WHAT TO DO —
Write out the entries again exactly as they are given.

[Collected data entries]
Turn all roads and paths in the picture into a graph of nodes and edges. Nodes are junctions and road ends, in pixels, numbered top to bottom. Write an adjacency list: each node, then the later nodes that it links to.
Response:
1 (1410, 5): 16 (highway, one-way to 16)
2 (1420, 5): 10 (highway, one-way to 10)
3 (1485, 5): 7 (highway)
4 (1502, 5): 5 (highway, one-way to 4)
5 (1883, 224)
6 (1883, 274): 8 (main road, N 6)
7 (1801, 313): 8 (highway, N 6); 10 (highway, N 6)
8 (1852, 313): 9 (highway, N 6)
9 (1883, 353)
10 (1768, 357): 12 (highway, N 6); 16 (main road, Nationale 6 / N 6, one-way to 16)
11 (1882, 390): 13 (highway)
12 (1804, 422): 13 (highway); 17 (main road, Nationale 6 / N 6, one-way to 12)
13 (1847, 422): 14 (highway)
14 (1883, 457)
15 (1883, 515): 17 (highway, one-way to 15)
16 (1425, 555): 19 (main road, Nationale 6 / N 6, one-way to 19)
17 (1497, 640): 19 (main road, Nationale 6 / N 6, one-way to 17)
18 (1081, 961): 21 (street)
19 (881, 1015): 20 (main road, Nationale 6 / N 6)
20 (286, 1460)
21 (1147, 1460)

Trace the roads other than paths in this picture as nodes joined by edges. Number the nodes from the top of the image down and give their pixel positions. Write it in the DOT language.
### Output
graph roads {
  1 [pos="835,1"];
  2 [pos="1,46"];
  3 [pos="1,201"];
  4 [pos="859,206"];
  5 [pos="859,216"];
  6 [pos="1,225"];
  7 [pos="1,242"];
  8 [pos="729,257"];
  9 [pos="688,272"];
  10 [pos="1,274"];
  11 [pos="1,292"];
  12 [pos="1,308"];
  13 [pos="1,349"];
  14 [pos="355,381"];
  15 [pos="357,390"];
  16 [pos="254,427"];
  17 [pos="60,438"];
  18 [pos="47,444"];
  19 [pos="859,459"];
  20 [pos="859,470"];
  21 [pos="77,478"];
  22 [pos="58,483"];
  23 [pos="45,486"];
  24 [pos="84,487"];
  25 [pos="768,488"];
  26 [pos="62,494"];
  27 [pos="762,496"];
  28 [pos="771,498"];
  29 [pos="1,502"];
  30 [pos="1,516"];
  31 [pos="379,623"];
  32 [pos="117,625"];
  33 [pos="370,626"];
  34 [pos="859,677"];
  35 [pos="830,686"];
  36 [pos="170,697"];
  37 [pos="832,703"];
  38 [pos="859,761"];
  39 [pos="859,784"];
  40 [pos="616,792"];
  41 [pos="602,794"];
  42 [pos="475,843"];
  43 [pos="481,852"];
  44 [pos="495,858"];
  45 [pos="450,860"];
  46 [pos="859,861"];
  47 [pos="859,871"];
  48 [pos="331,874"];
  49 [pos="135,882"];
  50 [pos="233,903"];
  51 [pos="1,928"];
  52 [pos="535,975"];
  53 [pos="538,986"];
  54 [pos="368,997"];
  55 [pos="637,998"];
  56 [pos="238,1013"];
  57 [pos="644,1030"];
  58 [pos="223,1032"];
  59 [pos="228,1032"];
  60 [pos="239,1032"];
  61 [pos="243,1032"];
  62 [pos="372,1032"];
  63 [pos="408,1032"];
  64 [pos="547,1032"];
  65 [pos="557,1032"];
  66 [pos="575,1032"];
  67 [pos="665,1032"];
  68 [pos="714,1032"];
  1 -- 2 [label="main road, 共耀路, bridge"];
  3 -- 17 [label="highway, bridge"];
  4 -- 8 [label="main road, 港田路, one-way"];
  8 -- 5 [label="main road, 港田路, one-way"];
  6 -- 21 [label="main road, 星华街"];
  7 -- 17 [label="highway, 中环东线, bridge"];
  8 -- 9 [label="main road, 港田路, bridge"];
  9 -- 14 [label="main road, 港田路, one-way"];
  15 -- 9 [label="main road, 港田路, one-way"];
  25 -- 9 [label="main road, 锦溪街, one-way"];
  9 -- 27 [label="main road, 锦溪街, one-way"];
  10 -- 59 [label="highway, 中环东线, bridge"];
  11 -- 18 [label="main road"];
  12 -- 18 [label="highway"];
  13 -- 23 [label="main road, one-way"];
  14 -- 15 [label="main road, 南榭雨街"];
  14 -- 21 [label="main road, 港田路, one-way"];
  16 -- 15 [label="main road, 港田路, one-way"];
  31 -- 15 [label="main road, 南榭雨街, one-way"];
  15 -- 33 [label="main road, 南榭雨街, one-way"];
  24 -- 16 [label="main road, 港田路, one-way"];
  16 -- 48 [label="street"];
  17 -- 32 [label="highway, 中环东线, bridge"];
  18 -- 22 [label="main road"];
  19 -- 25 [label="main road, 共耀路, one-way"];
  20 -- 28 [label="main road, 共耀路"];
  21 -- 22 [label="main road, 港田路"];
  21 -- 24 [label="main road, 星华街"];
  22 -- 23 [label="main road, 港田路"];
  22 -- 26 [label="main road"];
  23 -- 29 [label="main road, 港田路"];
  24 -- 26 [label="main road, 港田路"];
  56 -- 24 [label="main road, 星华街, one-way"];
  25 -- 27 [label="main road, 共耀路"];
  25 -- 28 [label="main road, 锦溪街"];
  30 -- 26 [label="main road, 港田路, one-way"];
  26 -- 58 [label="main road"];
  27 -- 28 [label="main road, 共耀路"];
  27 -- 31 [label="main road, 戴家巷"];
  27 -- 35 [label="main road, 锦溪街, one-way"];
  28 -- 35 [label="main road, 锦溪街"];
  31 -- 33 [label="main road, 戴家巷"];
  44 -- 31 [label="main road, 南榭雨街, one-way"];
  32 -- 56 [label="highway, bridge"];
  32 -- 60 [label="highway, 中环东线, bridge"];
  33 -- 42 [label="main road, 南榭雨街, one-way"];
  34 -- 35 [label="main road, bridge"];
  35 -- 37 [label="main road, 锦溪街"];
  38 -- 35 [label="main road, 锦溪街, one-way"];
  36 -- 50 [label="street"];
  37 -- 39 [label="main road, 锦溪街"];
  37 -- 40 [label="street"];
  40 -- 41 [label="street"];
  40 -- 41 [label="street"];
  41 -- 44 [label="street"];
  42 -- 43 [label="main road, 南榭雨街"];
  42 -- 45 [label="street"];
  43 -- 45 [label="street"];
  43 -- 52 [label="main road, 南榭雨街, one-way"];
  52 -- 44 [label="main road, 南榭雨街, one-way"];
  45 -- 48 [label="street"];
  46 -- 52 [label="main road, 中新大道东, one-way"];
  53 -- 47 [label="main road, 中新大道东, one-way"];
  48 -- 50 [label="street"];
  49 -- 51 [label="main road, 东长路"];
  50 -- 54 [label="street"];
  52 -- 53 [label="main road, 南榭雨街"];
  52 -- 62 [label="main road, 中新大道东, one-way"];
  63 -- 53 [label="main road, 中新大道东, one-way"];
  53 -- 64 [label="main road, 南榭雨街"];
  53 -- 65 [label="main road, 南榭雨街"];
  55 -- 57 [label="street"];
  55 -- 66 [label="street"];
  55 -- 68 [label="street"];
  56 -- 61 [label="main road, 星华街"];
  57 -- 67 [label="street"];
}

FINISHED EXERCISE —
Turn all roads and paths in the picture into a graph of nodes and edges. Nodes are junctions and road ends, in pixels, numbered top to bottom. Write an adjacency list: each node, then the later nodes that it links to.
Response:
1 (1410, 5): 16 (highway, one-way to 16)
2 (1420, 5): 10 (highway, one-way to 10)
3 (1485, 5): 7 (highway)
4 (1502, 5): 5 (highway, one-way to 4)
5 (1883, 224)
6 (1883, 274): 8 (main road, N 6)
7 (1801, 313): 8 (highway, N 6); 10 (highway, N 6)
8 (1852, 313): 9 (highway, N 6)
9 (1883, 353)
10 (1768, 357): 12 (highway, N 6); 16 (main road, Nationale 6 / N 6, one-way to 16)
11 (1882, 390): 13 (highway)
12 (1804, 422): 13 (highway); 17 (main road, Nationale 6 / N 6, one-way to 12)
13 (1847, 422): 14 (highway)
14 (1883, 457)
15 (1883, 515): 17 (highway, one-way to 15)
16 (1425, 555): 19 (main road, Nationale 6 / N 6, one-way to 19)
17 (1497, 640): 19 (main road, Nationale 6 / N 6, one-way to 17)
18 (1081, 961): 21 (street)
19 (881, 1015): 20 (main road, Nationale 6 / N 6)
20 (286, 1460)
21 (1147, 1460)

Trace the roads other than paths in this picture as nodes joined by edges. Number the nodes from the top of the image down and give their pixel positions. Write it in the DOT language.
### Output
graph roads {
  1 [pos="835,1"];
  2 [pos="1,46"];
  3 [pos="1,201"];
  4 [pos="859,206"];
  5 [pos="859,216"];
  6 [pos="1,225"];
  7 [pos="1,242"];
  8 [pos="729,257"];
  9 [pos="688,272"];
  10 [pos="1,274"];
  11 [pos="1,292"];
  12 [pos="1,308"];
  13 [pos="1,349"];
  14 [pos="355,381"];
  15 [pos="357,390"];
  16 [pos="254,427"];
  17 [pos="60,438"];
  18 [pos="47,444"];
  19 [pos="859,459"];
  20 [pos="859,470"];
  21 [pos="77,478"];
  22 [pos="58,483"];
  23 [pos="45,486"];
  24 [pos="84,487"];
  25 [pos="768,488"];
  26 [pos="62,494"];
  27 [pos="762,496"];
  28 [pos="771,498"];
  29 [pos="1,502"];
  30 [pos="1,516"];
  31 [pos="379,623"];
  32 [pos="117,625"];
  33 [pos="370,626"];
  34 [pos="859,677"];
  35 [pos="830,686"];
  36 [pos="170,697"];
  37 [pos="832,703"];
  38 [pos="859,761"];
  39 [pos="859,784"];
  40 [pos="616,792"];
  41 [pos="602,794"];
  42 [pos="475,843"];
  43 [pos="481,852"];
  44 [pos="495,858"];
  45 [pos="450,860"];
  46 [pos="859,861"];
  47 [pos="859,871"];
  48 [pos="331,874"];
  49 [pos="135,882"];
  50 [pos="233,903"];
  51 [pos="1,928"];
  52 [pos="535,975"];
  53 [pos="538,986"];
  54 [pos="368,997"];
  55 [pos="637,998"];
  56 [pos="238,1013"];
  57 [pos="644,1030"];
  58 [pos="223,1032"];
  59 [pos="228,1032"];
  60 [pos="239,1032"];
  61 [pos="243,1032"];
  62 [pos="372,1032"];
  63 [pos="408,1032"];
  64 [pos="547,1032"];
  65 [pos="557,1032"];
  66 [pos="575,1032"];
  67 [pos="665,1032"];
  68 [pos="714,1032"];
  1 -- 2 [label="main road, 共耀路, bridge"];
  3 -- 17 [label="highway, bridge"];
  4 -- 8 [label="main road, 港田路, one-way"];
  8 -- 5 [label="main road, 港田路, one-way"];
  6 -- 21 [label="main road, 星华街"];
  7 -- 17 [label="highway, 中环东线, bridge"];
  8 -- 9 [label="main road, 港田路, bridge"];
  9 -- 14 [label="main road, 港田路, one-way"];
  15 -- 9 [label="main road, 港田路, one-way"];
  25 -- 9 [label="main road, 锦溪街, one-way"];
  9 -- 27 [label="main road, 锦溪街, one-way"];
  10 -- 59 [label="highway, 中环东线, bridge"];
  11 -- 18 [label="main road"];
  12 -- 18 [label="highway"];
  13 -- 23 [label="main road, one-way"];
  14 -- 15 [label="main road, 南榭雨街"];
  14 -- 21 [label="main road, 港田路, one-way"];
  16 -- 15 [label="main road, 港田路, one-way"];
  31 -- 15 [label="main road, 南榭雨街, one-way"];
  15 -- 33 [label="main road, 南榭雨街, one-way"];
  24 -- 16 [label="main road, 港田路, one-way"];
  16 -- 48 [label="street"];
  17 -- 32 [label="highway, 中环东线, bridge"];
  18 -- 22 [label="main road"];
  19 -- 25 [label="main road, 共耀路, one-way"];
  20 -- 28 [label="main road, 共耀路"];
  21 -- 22 [label="main road, 港田路"];
  21 -- 24 [label="main road, 星华街"];
  22 -- 23 [label="main road, 港田路"];
  22 -- 26 [label="main road"];
  23 -- 29 [label="main road, 港田路"];
  24 -- 26 [label="main road, 港田路"];
  56 -- 24 [label="main road, 星华街, one-way"];
  25 -- 27 [label="main road, 共耀路"];
  25 -- 28 [label="main road, 锦溪街"];
  30 -- 26 [label="main road, 港田路, one-way"];
  26 -- 58 [label="main road"];
  27 -- 28 [label="main road, 共耀路"];
  27 -- 31 [label="main road, 戴家巷"];
  27 -- 35 [label="main road, 锦溪街, one-way"];
  28 -- 35 [label="main road, 锦溪街"];
  31 -- 33 [label="main road, 戴家巷"];
  44 -- 31 [label="main road, 南榭雨街, one-way"];
  32 -- 56 [label="highway, bridge"];
  32 -- 60 [label="highway, 中环东线, bridge"];
  33 -- 42 [label="main road, 南榭雨街, one-way"];
  34 -- 35 [label="main road, bridge"];
  35 -- 37 [label="main road, 锦溪街"];
  38 -- 35 [label="main road, 锦溪街, one-way"];
  36 -- 50 [label="street"];
  37 -- 39 [label="main road, 锦溪街"];
  37 -- 40 [label="street"];
  40 -- 41 [label="street"];
  40 -- 41 [label="street"];
  41 -- 44 [label="street"];
  42 -- 43 [label="main road, 南榭雨街"];
  42 -- 45 [label="street"];
  43 -- 45 [label="street"];
  43 -- 52 [label="main road, 南榭雨街, one-way"];
  52 -- 44 [label="main road, 南榭雨街, one-way"];
  45 -- 48 [label="street"];
  46 -- 52 [label="main road, 中新大道东, one-way"];
  53 -- 47 [label="main road, 中新大道东, one-way"];
  48 -- 50 [label="street"];
  49 -- 51 [label="main road, 东长路"];
  50 -- 54 [label="street"];
  52 -- 53 [label="main road, 南榭雨街"];
  52 -- 62 [label="main road, 中新大道东, one-way"];
  63 -- 53 [label="main road, 中新大道东, one-way"];
  53 -- 64 [label="main road, 南榭雨街"];
  53 -- 65 [label="main road, 南榭雨街"];
  55 -- 57 [label="street"];
  55 -- 66 [label="street"];
  55 -- 68 [label="street"];
  56 -- 61 [label="main road, 星华街"];
  57 -- 67 [label="street"];
}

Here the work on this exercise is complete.